Tibetans feel economic as well as religious pressure

McClatchy NewspapersMarch 17, 2008 

WORLD NEWS CHINA-TIBET 3 MCT

Tibetan nun Ngawang Tsundu at a nunnery in Thamo, Nepal, said she fled her homeland a decade ago because of religious restrictions there that would have barred her from joining a nunnery.

TIM JOHNSON — Tim Johnson / MCT

KATMANDU, Nepal — Tibetans used to flee their homeland because they wanted to escape restrictions on the practice of Tibetan Buddhism.

But the reasons they give nowadays for their flights into exile are broader than before. Some want a Tibetan-language education. Others chafe at China's heavy-handed efforts to turn them from nomads into merchants.

Still others resent the torrent of Han Chinese migrants coming into Tibet, taking the best jobs and widening the gap between poor rural Tibetans and wealthy city dwellers.

To be sure, plenty of Tibetan exiles say they come to Nepal and India to take up religious life, strictly limited in their homeland.

"I wanted to become a nun," said Ngawang Tsundu, a 38-year-old Tibetan at the Kari Nunnery in Thamo, high in the Himalayas near the border with Tibet.

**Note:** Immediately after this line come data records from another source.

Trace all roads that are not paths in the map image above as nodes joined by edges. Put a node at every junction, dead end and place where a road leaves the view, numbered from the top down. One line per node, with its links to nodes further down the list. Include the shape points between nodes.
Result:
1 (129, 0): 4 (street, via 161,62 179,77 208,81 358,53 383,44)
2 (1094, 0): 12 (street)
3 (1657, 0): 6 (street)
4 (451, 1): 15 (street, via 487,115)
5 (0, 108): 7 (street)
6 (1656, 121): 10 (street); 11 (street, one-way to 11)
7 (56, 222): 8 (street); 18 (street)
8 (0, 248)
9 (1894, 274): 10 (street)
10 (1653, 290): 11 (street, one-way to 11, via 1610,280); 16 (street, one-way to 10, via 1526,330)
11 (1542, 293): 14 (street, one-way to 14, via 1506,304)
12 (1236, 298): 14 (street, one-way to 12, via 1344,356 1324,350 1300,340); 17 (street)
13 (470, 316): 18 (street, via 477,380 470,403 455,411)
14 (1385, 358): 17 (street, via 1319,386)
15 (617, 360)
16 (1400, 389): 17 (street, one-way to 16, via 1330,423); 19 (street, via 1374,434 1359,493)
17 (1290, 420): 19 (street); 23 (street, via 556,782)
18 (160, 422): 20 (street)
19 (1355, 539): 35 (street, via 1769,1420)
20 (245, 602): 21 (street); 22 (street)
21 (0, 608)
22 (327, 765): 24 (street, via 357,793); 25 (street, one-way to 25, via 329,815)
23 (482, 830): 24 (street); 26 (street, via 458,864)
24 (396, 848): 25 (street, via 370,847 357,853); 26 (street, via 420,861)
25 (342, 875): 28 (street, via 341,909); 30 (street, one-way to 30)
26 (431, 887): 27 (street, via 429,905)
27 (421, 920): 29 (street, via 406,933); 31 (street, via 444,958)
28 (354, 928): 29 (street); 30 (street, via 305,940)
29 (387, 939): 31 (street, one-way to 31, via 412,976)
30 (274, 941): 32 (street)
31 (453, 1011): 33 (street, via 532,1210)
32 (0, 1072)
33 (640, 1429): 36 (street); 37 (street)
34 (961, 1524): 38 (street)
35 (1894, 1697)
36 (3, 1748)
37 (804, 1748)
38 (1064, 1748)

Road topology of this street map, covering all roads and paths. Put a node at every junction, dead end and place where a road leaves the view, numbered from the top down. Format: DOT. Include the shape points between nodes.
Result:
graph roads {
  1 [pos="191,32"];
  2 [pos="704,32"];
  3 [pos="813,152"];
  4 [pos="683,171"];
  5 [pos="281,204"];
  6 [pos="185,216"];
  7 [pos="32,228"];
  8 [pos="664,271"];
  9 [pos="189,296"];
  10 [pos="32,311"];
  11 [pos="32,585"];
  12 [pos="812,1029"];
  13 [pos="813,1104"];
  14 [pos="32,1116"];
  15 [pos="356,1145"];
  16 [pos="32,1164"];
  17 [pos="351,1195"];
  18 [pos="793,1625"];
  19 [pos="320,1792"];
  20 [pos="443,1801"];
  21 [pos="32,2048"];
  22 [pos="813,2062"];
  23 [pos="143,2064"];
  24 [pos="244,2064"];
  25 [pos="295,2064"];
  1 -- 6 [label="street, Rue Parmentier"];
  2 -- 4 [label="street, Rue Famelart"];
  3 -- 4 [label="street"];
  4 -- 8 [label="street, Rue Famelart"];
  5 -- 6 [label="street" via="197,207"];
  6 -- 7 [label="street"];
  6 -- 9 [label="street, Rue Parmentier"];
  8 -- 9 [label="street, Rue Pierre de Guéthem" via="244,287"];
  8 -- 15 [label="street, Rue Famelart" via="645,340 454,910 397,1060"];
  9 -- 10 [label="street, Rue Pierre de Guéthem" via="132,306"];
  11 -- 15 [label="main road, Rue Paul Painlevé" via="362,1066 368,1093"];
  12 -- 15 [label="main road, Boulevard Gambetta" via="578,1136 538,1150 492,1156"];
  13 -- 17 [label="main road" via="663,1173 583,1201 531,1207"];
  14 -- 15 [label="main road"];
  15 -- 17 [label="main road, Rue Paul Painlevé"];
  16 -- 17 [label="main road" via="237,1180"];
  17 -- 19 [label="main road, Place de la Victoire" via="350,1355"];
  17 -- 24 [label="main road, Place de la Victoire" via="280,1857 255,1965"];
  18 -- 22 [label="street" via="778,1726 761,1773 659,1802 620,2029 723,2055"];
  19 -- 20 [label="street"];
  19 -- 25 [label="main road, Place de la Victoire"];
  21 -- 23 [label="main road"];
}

As fellow nuns recited chants and yak butter candles cast a warm glow inside a prayer hall, Tsundu explained that religious doors had closed to her before she left Tibet a decade ago: "We could not practice freely. We could not visit our high lamas. We could not join nunneries without permits, and there were restrictions on the numbers of nuns."

More recently, different pressures have grown on ethnic Tibetans as China attempts to turn them away from traditional nomadic culture, saying it's a poverty trap.

"Authorities have already announced that people have to get rid of all livestock before the Olympics and move to towns," said Tashi Dawa, a 19-year-old from a family of herders in rural southern Qinghai province, a largely Tibetan ethnic area abutting the Tibet Autonomous Region.

Dawa, who fled across the mountains in early February with three companions, said his family had about 700 sheep and 100 yaks. New rules allow them to have only 10 sheep and two to three yaks.

"Authorities say we should move to a town and start doing business," Dawa said, speaking in a simple eatery after his arrival in Katmandu, Nepal's capital. He said his family was resisting. "My parents are pretty bold. . . . We will not sell our livestock."

Tibetan exiles scoff at China's assertions that conditions are improving in Tibet.

"The Chinese are saying that everything is good. It's all lies," said Sonam Bhuti, a Tibetan exile who owns a shop in Namche Bazaar, a village a few days' walk from Mount Everest Base Camp that's popular among tourists and trekkers. "If people are happy there in Tibet, why would they come here?"

Kate Saunders, who works with the International Campaign for Tibet, an advocacy group, said in a telephone interview from London that many young Tibetans felt "a sense of hopelessness, social breakdown and alienation," and that might be pushing them out the door.

In that sense, China's assertion that many Tibetans fleeing into exile are seeking economic advantage may be correct.

"If you would count as an economic refugee someone who has lost their land and livelihood . . . and has no way to make a living because of the influx of Chinese, then yes, some of them could be considered economic migrants," Saunders said.